Multi-pass deep Q-networks for reinforcement learning with parameterised action spaces
Bester, Craig James
Parameterised actions in reinforcement learning are composed of discrete actions with continuous actionparameters. This provides a framework capable of solving complex domains that require learning highlevel action policies with flexible control. Recently, deep Q-networks have been extended to learn over such action spaces with the P-DQN algorithm. However, the method treats all action-parameters as a single joint input to the Q-network, invalidating its theoretical foundations. We demonstrate the disadvantages of this approach and propose two solutions: using split Q-networks, and a novel multi-pass technique.
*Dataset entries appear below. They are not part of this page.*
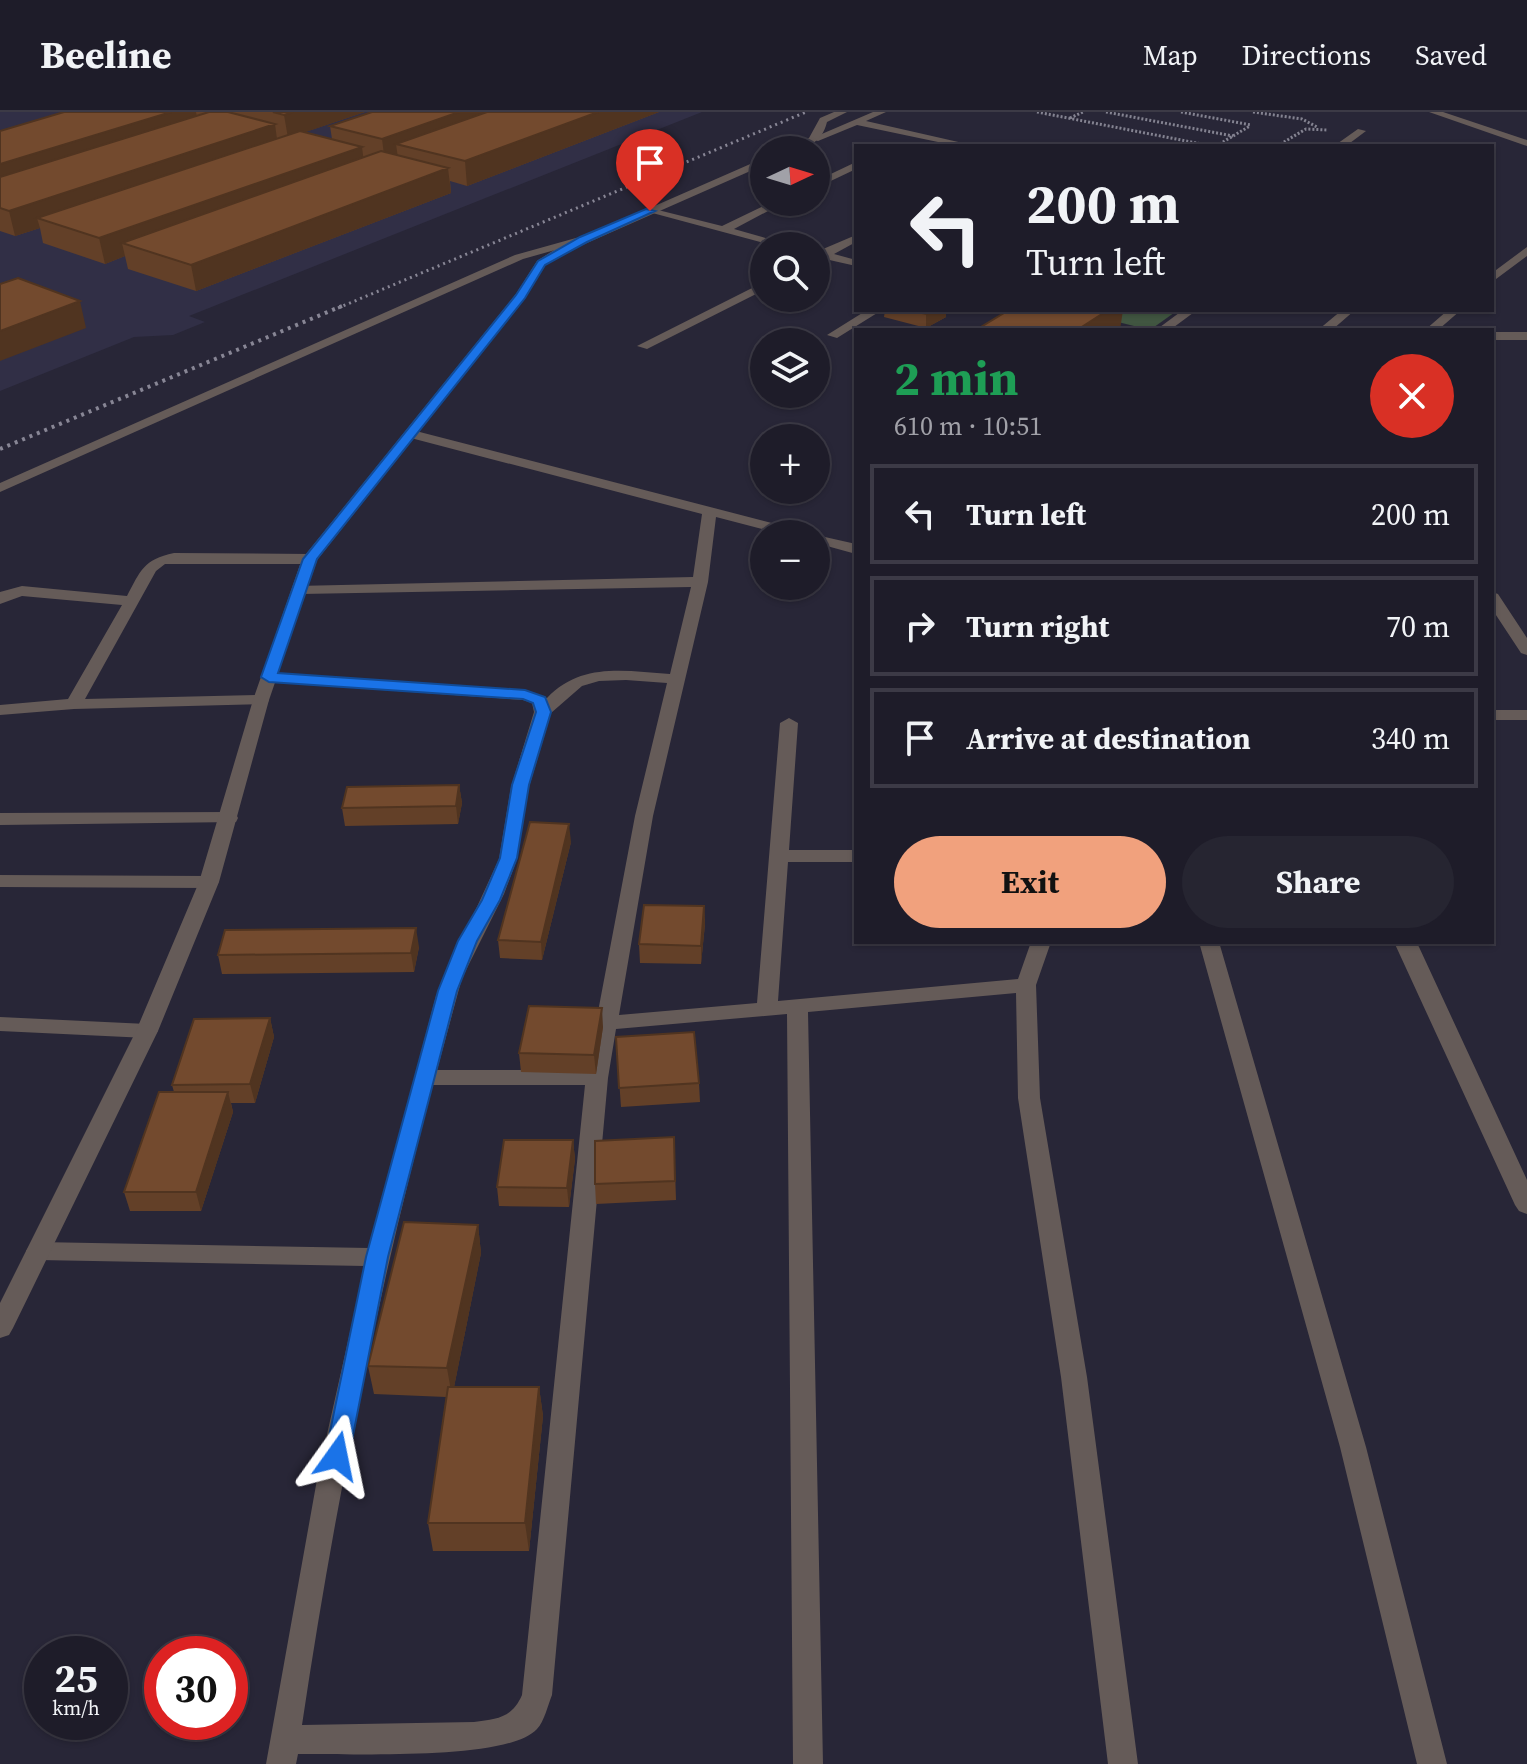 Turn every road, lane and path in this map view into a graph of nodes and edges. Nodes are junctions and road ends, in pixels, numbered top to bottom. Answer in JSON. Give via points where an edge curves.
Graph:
{"nodes":[{"id":1,"x":842,"y":112,"type":"edge"},
{"id":2,"x":881,"y":112,"type":"edge"},
{"id":3,"x":1037,"y":112,"type":"edge"},
{"id":4,"x":1083,"y":112,"type":"edge"},
{"id":5,"x":1106,"y":112,"type":"edge"},
{"id":6,"x":1181,"y":112,"type":"edge"},
{"id":7,"x":1253,"y":112,"type":"edge"},
{"id":8,"x":1434,"y":112,"type":"edge"},
{"id":9,"x":1474,"y":112,"type":"edge"},
{"id":10,"x":1070,"y":118,"type":"junction"},
{"id":11,"x":1457,"y":121,"type":"junction"},
{"id":12,"x":856,"y":122,"type":"junction"},
{"id":13,"x":1317,"y":128,"type":"junction"},
{"id":14,"x":1358,"y":133,"type":"joint"},
{"id":15,"x":919,"y":135,"type":"junction"},
{"id":16,"x":818,"y":136,"type":"edge"},
{"id":17,"x":822,"y":136,"type":"edge"},
{"id":18,"x":1233,"y":136,"type":"junction"},
{"id":19,"x":1527,"y":143,"type":"edge"},
{"id":20,"x":900,"y":144,"type":"edge"},
{"id":21,"x":962,"y":144,"type":"edge"},
{"id":22,"x":1204,"y":144,"type":"edge"},
{"id":23,"x":1218,"y":144,"type":"edge"},
{"id":24,"x":1280,"y":144,"type":"edge"},
{"id":25,"x":1342,"y":144,"type":"edge"},
{"id":26,"x":854,"y":166,"type":"edge"},
{"id":27,"x":750,"y":167,"type":"edge"},
{"id":28,"x":830,"y":178,"type":"edge"},
{"id":29,"x":650,"y":211,"type":"junction"},
{"id":30,"x":752,"y":216,"type":"edge"},
{"id":31,"x":723,"y":230,"type":"junction"},
{"id":32,"x":750,"y":237,"type":"edge"},
{"id":33,"x":583,"y":239,"type":"junction"},
{"id":34,"x":854,"y":239,"type":"edge"},
{"id":35,"x":1527,"y":250,"type":"edge"},
{"id":36,"x":830,"y":251,"type":"edge"},
{"id":37,"x":830,"y":258,"type":"edge"},
{"id":38,"x":1515,"y":258,"type":"edge"},
{"id":39,"x":854,"y":263,"type":"edge"},
{"id":40,"x":1494,"y":277,"type":"edge"},
{"id":41,"x":750,"y":292,"type":"edge"},
{"id":42,"x":873,"y":312,"type":"edge"},
{"id":43,"x":1188,"y":312,"type":"edge"},
{"id":44,"x":1346,"y":312,"type":"edge"},
{"id":45,"x":1453,"y":312,"type":"edge"},
{"id":46,"x":1165,"y":328,"type":"edge"},
{"id":47,"x":1326,"y":328,"type":"edge"},
{"id":48,"x":1433,"y":328,"type":"edge"},
{"id":49,"x":833,"y":335,"type":"dead end"},
{"id":50,"x":1494,"y":336,"type":"edge"},
{"id":51,"x":1527,"y":336,"type":"edge"},
{"id":52,"x":643,"y":346,"type":"dead end"},
{"id":53,"x":412,"y":434,"type":"junction"},
{"id":54,"x":0,"y":488,"type":"edge"},
{"id":55,"x":710,"y":511,"type":"junction"},
{"id":56,"x":750,"y":521,"type":"edge"},
{"id":57,"x":830,"y":542,"type":"edge"},
{"id":58,"x":854,"y":548,"type":"edge"},
{"id":59,"x":310,"y":559,"type":"junction"},
{"id":60,"x":700,"y":582,"type":"junction"},
{"id":61,"x":301,"y":589,"type":"junction"},
{"id":62,"x":0,"y":599,"type":"edge"},
{"id":63,"x":1494,"y":600,"type":"edge"},
{"id":64,"x":131,"y":601,"type":"junction"},
{"id":65,"x":1506,"y":618,"type":"junction"},
{"id":66,"x":1527,"y":618,"type":"edge"},
{"id":67,"x":1527,"y":650,"type":"edge"},
{"id":68,"x":269,"y":677,"type":"junction"},
{"id":69,"x":676,"y":679,"type":"junction"},
{"id":70,"x":261,"y":700,"type":"junction"},
{"id":71,"x":74,"y":704,"type":"junction"},
{"id":72,"x":0,"y":710,"type":"edge"},
{"id":73,"x":543,"y":712,"type":"junction"},
{"id":74,"x":1494,"y":715,"type":"edge"},
{"id":75,"x":1527,"y":715,"type":"edge"},
{"id":76,"x":789,"y":723,"type":"dead end"},
{"id":77,"x":229,"y":818,"type":"junction"},
{"id":78,"x":0,"y":819,"type":"edge"},
{"id":79,"x":779,"y":856,"type":"junction"},
{"id":80,"x":854,"y":856,"type":"edge"},
{"id":81,"x":0,"y":881,"type":"edge"},
{"id":82,"x":209,"y":882,"type":"junction"},
{"id":83,"x":1040,"y":944,"type":"edge"},
{"id":84,"x":1210,"y":944,"type":"edge"},
{"id":85,"x":1406,"y":944,"type":"edge"},
{"id":86,"x":1026,"y":985,"type":"junction"},
{"id":87,"x":797,"y":1006,"type":"junction"},
{"id":88,"x":767,"y":1009,"type":"junction"},
{"id":89,"x":608,"y":1023,"type":"junction"},
{"id":90,"x":0,"y":1024,"type":"edge"},
{"id":91,"x":147,"y":1031,"type":"junction"},
{"id":92,"x":425,"y":1077,"type":"junction"},
{"id":93,"x":597,"y":1078,"type":"junction"},
{"id":94,"x":1527,"y":1205,"type":"edge"},
{"id":95,"x":38,"y":1251,"type":"junction"},
{"id":96,"x":377,"y":1257,"type":"junction"},
{"id":97,"x":0,"y":1328,"type":"edge"},
{"id":98,"x":283,"y":1752,"type":"edge"},
{"id":99,"x":808,"y":1764,"type":"edge"},
{"id":100,"x":1123,"y":1764,"type":"edge"},
{"id":101,"x":1432,"y":1764,"type":"edge"}],
"edges":[{"from":1,"to":16,"type":"street","via":[[823,120]]},
{"from":2,"to":12,"type":"street"},
{"from":3,"to":10,"type":"path"},
{"from":4,"to":10,"type":"path"},
{"from":5,"to":18,"type":"path"},
{"from":6,"to":18,"type":"path","via":[[1251,125]]},
{"from":7,"to":13,"type":"path","via":[[1302,119]]},
{"from":8,"to":11,"type":"street"},
{"from":9,"to":11,"type":"street"},
{"from":10,"to":22,"type":"path"},
{"from":11,"to":19,"type":"street"},
{"from":12,"to":15,"type":"street"},
{"from":12,"to":17,"type":"street"},
{"from":13,"to":14,"type":"path"},
{"from":13,"to":24,"type":"path"},
{"from":14,"to":25,"type":"street"},
{"from":15,"to":20,"type":"street"},
{"from":15,"to":21,"type":"street"},
{"from":18,"to":23,"type":"path"},
{"from":26,"to":28,"type":"street"},
{"from":27,"to":29,"type":"street"},
{"from":29,"to":31,"type":"street"},
{"from":29,"to":33,"type":"street"},
{"from":30,"to":31,"type":"street"},
{"from":31,"to":32,"type":"street"},
{"from":33,"to":53,"type":"street","via":[[541,263]]},
{"from":33,"to":54,"type":"street","via":[[519,257]]},
{"from":34,"to":36,"type":"street"},
{"from":35,"to":38,"type":"street"},
{"from":37,"to":39,"type":"street"},
{"from":38,"to":40,"type":"street"},
{"from":41,"to":52,"type":"street"},
{"from":42,"to":49,"type":"street"},
{"from":43,"to":46,"type":"street"},
{"from":44,"to":47,"type":"street"},
{"from":45,"to":48,"type":"street"},
{"from":50,"to":51,"type":"street"},
{"from":53,"to":55,"type":"street"},
{"from":53,"to":59,"type":"street"},
{"from":55,"to":56,"type":"street"},
{"from":55,"to":60,"type":"street"},
{"from":57,"to":58,"type":"street"},
{"from":59,"to":61,"type":"street"},
{"from":59,"to":64,"type":"street","via":[[160,561]]},
{"from":60,"to":61,"type":"street"},
{"from":60,"to":69,"type":"street"},
{"from":61,"to":68,"type":"street"},
{"from":62,"to":64,"type":"street","via":[[22,591]]},
{"from":63,"to":65,"type":"street"},
{"from":64,"to":71,"type":"street"},
{"from":65,"to":66,"type":"street"},
{"from":65,"to":67,"type":"street"},
{"from":68,"to":70,"type":"street"},
{"from":68,"to":73,"type":"street","via":[[525,695],[540,700]]},
{"from":69,"to":73,"type":"street","via":[[577,681]]},
{"from":69,"to":89,"type":"street","via":[[644,816]]},
{"from":70,"to":71,"type":"street"},
{"from":70,"to":77,"type":"street"},
{"from":71,"to":72,"type":"street"},
{"from":73,"to":92,"type":"street","via":[[521,785],[509,858],[447,991]]},
{"from":74,"to":75,"type":"street"},
{"from":76,"to":79,"type":"street"},
{"from":77,"to":78,"type":"street"},
{"from":77,"to":82,"type":"street"},
{"from":79,"to":80,"type":"street"},
{"from":79,"to":88,"type":"street"},
{"from":81,"to":82,"type":"street"},
{"from":82,"to":91,"type":"street"},
{"from":83,"to":86,"type":"street"},
{"from":84,"to":101,"type":"street","via":[[1353,1447]]},
{"from":85,"to":94,"type":"street"},
{"from":86,"to":87,"type":"street"},
{"from":86,"to":100,"type":"street","via":[[1029,1098],[1074,1377]]},
{"from":87,"to":88,"type":"street"},
{"from":87,"to":99,"type":"street"},
{"from":88,"to":89,"type":"street"},
{"from":89,"to":93,"type":"street"},
{"from":90,"to":91,"type":"street"},
{"from":91,"to":95,"type":"street"},
{"from":92,"to":93,"type":"street"},
{"from":92,"to":96,"type":"street"},
{"from":93,"to":98,"type":"street","via":[[537,1695],[527,1719],[506,1732]]},
{"from":95,"to":96,"type":"street"},
{"from":95,"to":97,"type":"street"},
{"from":96,"to":98,"type":"street"}]}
We also propose a weighted-indexed action-parameter loss function to address issues related to the imbalance of sampling and exploration between different parameterised actions. We empirically demonstrate that both our multi-pass algorithm and weighted-indexed loss significantly outperform P-DQN and other previous algorithms in terms of data efficiency and converged policy performance on the Platform, Robot Soccer Goal, and Half Field Offense domains.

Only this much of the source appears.